Daily Prophet My Ass!

Harry had entered the great hall to be greeted in the worst way possible. All eyes, of students, professors, and Mrs. Norris, were looking directly at him. All was quiet. The Slytherins were smirking, the Griffindors looked sympathetic, and the professors looked concerned, as if they were waiting for him to explode at any moment. Harry considered turning around and going back to bed, but decided he had better figure out what was going on.

He took his usual seat near a very annoyed looking Ron, and looked across the table to see Hermione seething mad. Instead of yelling as he expected she would, she just tossed a copy of the Daily Prophet at him. 'Oh, so that's it… what now!' he thought pathetically.

Boy-Who-Lived may Fancy Boys

In reviewing recent events in Harry Potter's love life, we have good reason to believe that he indeed fancies blokes! He has profusely denied his involvement with the his elledgedly former girlfriend Hermione Granger, and supported this fact by spending more time with his best friend, Ronald Weasley… or perhaps more than best friend? In an interview with Parvati Patil, we have learned that he was thoroughly uninterested in her during the Yule ball that had taken place at Hogwarts two years prior. "He spent all his time with Ron. He completely ignored me!" said Parvati, who had been his date for the evening. As we all know, his relationship with Cho Chang had ended in failure. "He didn't pay any attention to me. He just seemed, uninterested," reported Chang. Sorry ladies, but it seems that we will no longer be reporting anything on Harry Potter's girlfriends…but maybe a boyfriend in the near future!

By: Rita Skeeter

Harry was shocked. He was expecting something along the lines of Harry Potter Lost his Marbles or at least Boy Who Lived Sneezes! Is this an omen of Death? But this! This was insane… almost funny. 'In fact… this is funny! But everyone looks so serious. Fine, I'm going to have fun with this. I don't care anymore! The Daily Prophet my ass!'

Harry gave a very dramatic "humph!" and rolled up the prophet into a scroll. He swung his leg around the side of the bench and turned toward the Slytherin table. Draco Malfoy was looking at the Prophet, laughing, and did not expect to get pelted with a rolled up newspaper on the back on head… repeatedly. Harry was hitting him over the head, yelling in a slightly girly voice between hits.
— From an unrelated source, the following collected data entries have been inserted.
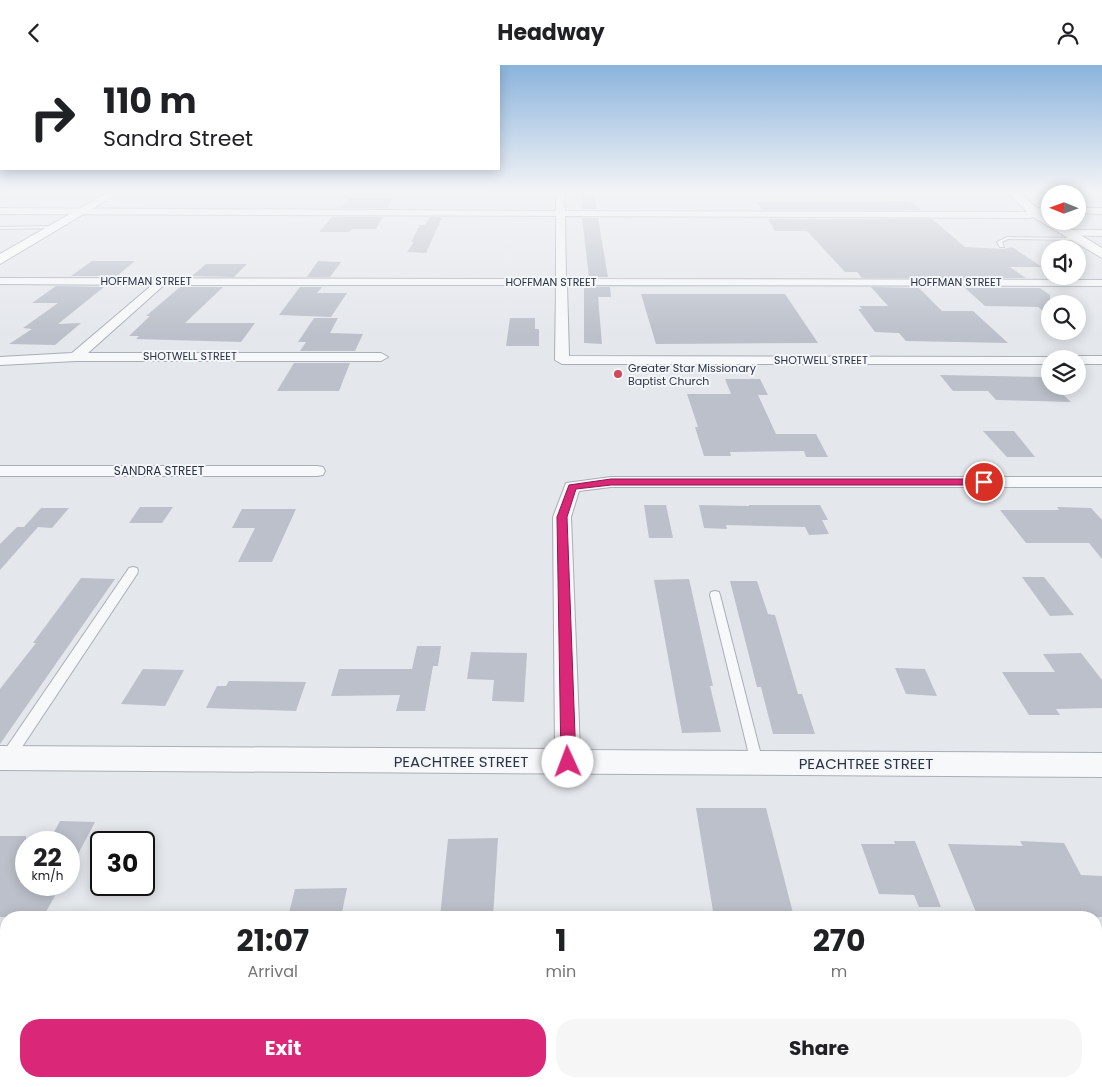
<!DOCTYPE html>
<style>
:root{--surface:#fff;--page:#f6f6f6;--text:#202124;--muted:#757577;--accent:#db2777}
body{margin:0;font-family:Poppins,sans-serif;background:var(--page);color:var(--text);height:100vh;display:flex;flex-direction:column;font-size:19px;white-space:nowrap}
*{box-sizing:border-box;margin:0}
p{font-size:16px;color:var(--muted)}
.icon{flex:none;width:28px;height:28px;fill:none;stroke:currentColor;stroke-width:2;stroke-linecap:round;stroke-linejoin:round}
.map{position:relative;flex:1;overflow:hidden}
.sheet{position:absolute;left:0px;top:846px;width:1102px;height:176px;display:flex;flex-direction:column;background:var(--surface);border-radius:20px 20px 0 0;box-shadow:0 2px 12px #0003}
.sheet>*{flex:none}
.banner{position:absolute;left:0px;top:0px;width:500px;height:105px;box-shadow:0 2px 12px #0003;background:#fff;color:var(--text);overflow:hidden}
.needle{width:32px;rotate:271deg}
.buttons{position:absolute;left:1041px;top:120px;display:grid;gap:10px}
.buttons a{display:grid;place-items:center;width:45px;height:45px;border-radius:50%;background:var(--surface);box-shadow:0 2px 12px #0003;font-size:25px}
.speed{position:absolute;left:15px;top:766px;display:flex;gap:10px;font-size:25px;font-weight:700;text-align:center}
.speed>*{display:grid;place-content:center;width:65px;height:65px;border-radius:50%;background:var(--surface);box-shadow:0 2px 12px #0003;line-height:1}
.speed small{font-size:12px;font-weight:400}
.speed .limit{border:2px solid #111;border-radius:8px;background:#fff;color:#111}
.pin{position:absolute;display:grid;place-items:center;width:42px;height:42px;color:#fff;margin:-21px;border:2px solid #fff;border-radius:50%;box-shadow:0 1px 5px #0007}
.me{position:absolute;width:55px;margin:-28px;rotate:358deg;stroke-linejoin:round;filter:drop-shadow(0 0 4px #0008)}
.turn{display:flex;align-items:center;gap:18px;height:105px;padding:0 20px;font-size:22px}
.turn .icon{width:65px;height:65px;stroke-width:2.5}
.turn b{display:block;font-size:35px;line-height:42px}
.eta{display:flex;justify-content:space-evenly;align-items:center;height:85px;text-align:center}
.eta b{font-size:30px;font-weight:700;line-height:35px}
.button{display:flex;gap:10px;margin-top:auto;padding:10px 20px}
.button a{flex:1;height:58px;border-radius:20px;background:var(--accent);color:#fff;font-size:20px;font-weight:700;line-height:58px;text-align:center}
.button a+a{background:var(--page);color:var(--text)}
header{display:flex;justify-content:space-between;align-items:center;height:65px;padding:0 20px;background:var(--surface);font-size:22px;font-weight:700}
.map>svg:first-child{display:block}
</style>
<header><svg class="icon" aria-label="back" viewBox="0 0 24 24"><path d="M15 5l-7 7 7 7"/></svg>Headway<svg class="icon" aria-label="person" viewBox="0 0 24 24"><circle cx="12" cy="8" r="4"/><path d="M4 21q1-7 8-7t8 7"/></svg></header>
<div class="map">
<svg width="1102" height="1022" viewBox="0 0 1102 1022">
<rect width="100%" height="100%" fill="#e4e7ec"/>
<!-- building -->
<g fill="#bbc0ca">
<polygon points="582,126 593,126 597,144 582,144"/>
<polygon points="348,133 393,133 388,143 340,143"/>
<polygon points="910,136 921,145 762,145 757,137"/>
<polygon points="332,152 383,152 376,164 352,164 349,167 319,167"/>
<polygon points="430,152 442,152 426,188 407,187 414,177 411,177 420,160 425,160"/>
<polygon points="582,153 598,153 608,212 589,212"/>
<polygon points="768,154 932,154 965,182 1004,184 1012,182 1042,202 1010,202 1026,213 862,213 857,207 845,207 807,166 775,166"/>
<polygon points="92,196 135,196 117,211 71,211"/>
<polygon points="318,196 341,197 330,212 307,212"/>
<polygon points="206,199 247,199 234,212 192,211"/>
<polygon points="56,221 104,222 58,259 81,258 55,280 9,279 32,264 23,263 58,238 32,238"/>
<polygon points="180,222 223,222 185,258 255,258 241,277 136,274 139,271 129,271 150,251 146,251"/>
<polygon points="300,222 322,222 317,228 347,228 331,252 279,250"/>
<polygon points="584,222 610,222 611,232 598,232 602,279 584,278"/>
<polygon points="871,222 919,223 942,246 973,246 1008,278 906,276 899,268 875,267 858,244 862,244 859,241 888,241"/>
<polygon points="965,223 1040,223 1050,230 1050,251 1038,242 985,241"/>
<polygon points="641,229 785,229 818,278 656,279"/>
<polygon points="314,253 338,253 330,268 363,269 355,286 300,286 306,277 298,277"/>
<polygon points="510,253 535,253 535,264 539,264 539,281 506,281"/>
<polygon points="294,298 350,298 339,326 277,326"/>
<polygon points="940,310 1044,312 1050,317 1050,321 1054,321 1071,337 996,335 988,326 953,326"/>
<polygon points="725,314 760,314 768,330 758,330 776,369 816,369 828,392 806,392 804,386 730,387 731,391 704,391 695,362 698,362 687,329 731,329"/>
<polygon points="983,366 1014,366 1035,392 1007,392"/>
<polygon points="644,440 666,440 673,473 649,473"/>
<polygon points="699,440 749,441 749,440 820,440 828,455 822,455 829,469 809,470 805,462 726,460 727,464 704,463"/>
<polygon points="140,442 173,442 162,458 129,458"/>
<polygon points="1057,442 1091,443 1102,455 1102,494 1089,478 1026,478 1000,445 1059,445"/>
<polygon points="41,443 69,443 52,463 38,462 0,505 0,479 17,462 24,462"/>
<polygon points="242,444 296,444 272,497 238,497 255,463 232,463"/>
<polygon points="1022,512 1044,512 1074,550 1050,551"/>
<polygon points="81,513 115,514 0,679 0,624 36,578 33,578"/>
<polygon points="689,514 713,621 710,621 721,667 682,668 654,515"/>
<polygon points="730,516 757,516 768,549 775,550 798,629 802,629 815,669 773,669 761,622 757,622"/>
<polygon points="417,581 441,581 438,601 433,601 425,646 396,646 400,630 331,631 339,604 412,604"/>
<polygon points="471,587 527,588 524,637 492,636 494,615 467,614"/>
<polygon points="1081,588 1102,615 1102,643 1056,644 1060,650 1029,650 1002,607 1055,607 1043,589"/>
<polygon points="895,603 925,604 937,631 906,629"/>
<polygon points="143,604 184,605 165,641 121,639"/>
<polygon points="229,616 306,617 296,646 206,643 217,621 226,621"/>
<polygon points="696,743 766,743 794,852 714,852"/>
<polygon points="60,756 95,757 69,806 69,778 48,778"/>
<polygon points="0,771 26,771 26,820 61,820 43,852 0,852"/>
<polygon points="498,773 493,852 440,852 448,774"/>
<polygon points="894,776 915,776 941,842 919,842 914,830 879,829 861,779 895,779"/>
<polygon points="1020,776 1064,778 1081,810 1102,811 1102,852 978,852 948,779 1023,781"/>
<polygon points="347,823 341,852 288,852 295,824"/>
</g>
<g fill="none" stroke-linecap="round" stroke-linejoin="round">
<!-- lane casing -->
<g stroke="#a9aeb7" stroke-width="2">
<g id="lane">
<polygon points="56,161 54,163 0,164 0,162"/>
<polygon points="1007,172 1075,173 1077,174 1075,175 1008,174 1002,177 1004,182 1000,182 997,177"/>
<polygon points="133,502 137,503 138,506 137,509 12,697 7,699 2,697 1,693 2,689 129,503"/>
<polygon points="715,526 719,527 720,530 763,698 762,702 757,704 752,702 751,698 710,530 711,527"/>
</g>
</g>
<!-- street casing -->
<g stroke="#a9aeb7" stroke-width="2">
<g id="street">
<polygon points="556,126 564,126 565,146 1029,147 1039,143 1050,143 1050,149 1040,149 1030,153 565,151 566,214 1102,215 1102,221 567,220 569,291 1055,292 1056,294 1050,294 1050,299 562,299 555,295 556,220 164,220 88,288 381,288 388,292 381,296 76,296 0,300 0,292 72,288 152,220 0,219 0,213 556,214 556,151 0,149 0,143 556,146"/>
<polygon points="1102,143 1102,149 1078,148 1078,143"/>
<polygon points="1066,165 1102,165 1102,171 1063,170 1063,166"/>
<polygon points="1078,291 1102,291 1102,299 1078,299 1078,294 1072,294"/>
<polygon points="0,401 317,401 323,402 325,406 323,410 317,411 0,411"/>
<polygon points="611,412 1102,412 1102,422 611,422 579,426 571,452 580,685 1102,688 1102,712 0,705 0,681 555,684 553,452 566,418"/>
</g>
</g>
<!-- secondary casing -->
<g stroke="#a9aeb7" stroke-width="2">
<g id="secondary">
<polygon points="110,126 122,126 0,199 0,189"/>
<polygon points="1007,126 1018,126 1039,145 1050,152 1050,156 1057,156 1102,183 1102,193 1031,151"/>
</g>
</g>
<!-- lane -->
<use href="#lane" fill="#f7f8fa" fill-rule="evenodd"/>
<!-- street -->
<use href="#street" fill="#f7f8fa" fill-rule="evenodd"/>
<!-- secondary -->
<use href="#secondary" fill="#fff" fill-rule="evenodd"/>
</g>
<!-- sky -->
<linearGradient id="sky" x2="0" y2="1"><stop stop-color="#8bb4dd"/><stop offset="0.47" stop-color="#f3f4f6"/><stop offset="1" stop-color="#f3f4f6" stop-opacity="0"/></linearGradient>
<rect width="1102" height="269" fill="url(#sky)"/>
<!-- route -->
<polygon fill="#db2777" stroke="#8e194d" points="611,414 984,414 989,417 984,420 611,420 576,424 567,452 576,697 573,702 568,704 563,702 561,697 557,452 569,420"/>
<!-- markers -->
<circle fill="#d1495b" stroke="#f4f6f9" stroke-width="2" cx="618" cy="309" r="5"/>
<g text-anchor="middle" stroke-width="4" stroke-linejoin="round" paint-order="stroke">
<!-- far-street labels -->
<g font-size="11" fill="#2b3445" stroke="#f4f6f9">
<text x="146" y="220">HOFFMAN STREET</text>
<text x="551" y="221">HOFFMAN STREET</text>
<text x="956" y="221">HOFFMAN STREET</text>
<text x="190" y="295">SHOTWELL STREET</text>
<text x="821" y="299">SHOTWELL STREET</text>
</g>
<!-- far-poi labels -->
<g font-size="11" fill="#2b3445" stroke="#f4f6f9" text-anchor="start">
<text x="628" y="307">Greater Star Missionary<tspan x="628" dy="13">Baptist Church</tspan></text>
</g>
<!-- street labels -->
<g font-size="12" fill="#2b3445" stroke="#f4f6f9">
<text x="159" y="410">SANDRA STREET</text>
</g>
<!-- near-street labels -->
<g font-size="15" fill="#2b3445" stroke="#f4f6f9">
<text x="461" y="702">PEACHTREE STREET</text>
<text x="866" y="704">PEACHTREE STREET</text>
</g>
</g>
</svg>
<div class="buttons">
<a><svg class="needle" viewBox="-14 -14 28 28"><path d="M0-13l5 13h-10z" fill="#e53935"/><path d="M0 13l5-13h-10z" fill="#757577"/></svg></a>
<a><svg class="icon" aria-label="sound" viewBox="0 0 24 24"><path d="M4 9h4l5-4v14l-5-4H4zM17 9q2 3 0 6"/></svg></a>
<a><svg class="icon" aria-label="search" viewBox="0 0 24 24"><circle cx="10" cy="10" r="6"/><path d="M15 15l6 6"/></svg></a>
<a><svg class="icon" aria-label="layers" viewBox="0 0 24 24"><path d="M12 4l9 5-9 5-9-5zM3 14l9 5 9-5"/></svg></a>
</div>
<div class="speed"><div>22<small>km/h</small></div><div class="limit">30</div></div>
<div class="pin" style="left:984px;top:417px;background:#d93025"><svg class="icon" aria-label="arrive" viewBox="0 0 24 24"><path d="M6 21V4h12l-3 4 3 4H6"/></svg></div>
<svg class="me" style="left:568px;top:697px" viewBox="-20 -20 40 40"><circle r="19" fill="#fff"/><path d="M0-13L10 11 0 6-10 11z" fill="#db2777"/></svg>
<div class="banner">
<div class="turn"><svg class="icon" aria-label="right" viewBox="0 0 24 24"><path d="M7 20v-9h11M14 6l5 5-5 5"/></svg><div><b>110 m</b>Sandra Street</div></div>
</div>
<section class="sheet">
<div class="eta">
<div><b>21:07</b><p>Arrival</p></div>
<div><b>1</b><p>min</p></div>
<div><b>270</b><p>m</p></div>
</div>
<div class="button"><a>Exit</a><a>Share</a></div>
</section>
</div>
"You Bitch! I can't believe you told! I'm never going to speak to you again!"

He stopped hitting him and tried not to bust out laughing at Draco's absolutely dumbstruck face. Harry whipped his head around sharply and turned on his heal.

"Oh! We are sooo over!"

He walked out of the great hall quickly, swinging his hips and flipping his hair.

When the doors swung shut, Ron was the first to fall to the ground, laughing breathlessly. The entire hall followed shortly. Dumbledore looked about ready to have a stroke. Snape looked horrified. Hagrid had broken the table in half when he slammed his fist onto it. The laughter was so loud in the hall, even from the Slytherins, that no one heard poor Draco yelling, "I'm not! We aren't! He's lying! Stop laughing! I'm not his bitch! I'm not!"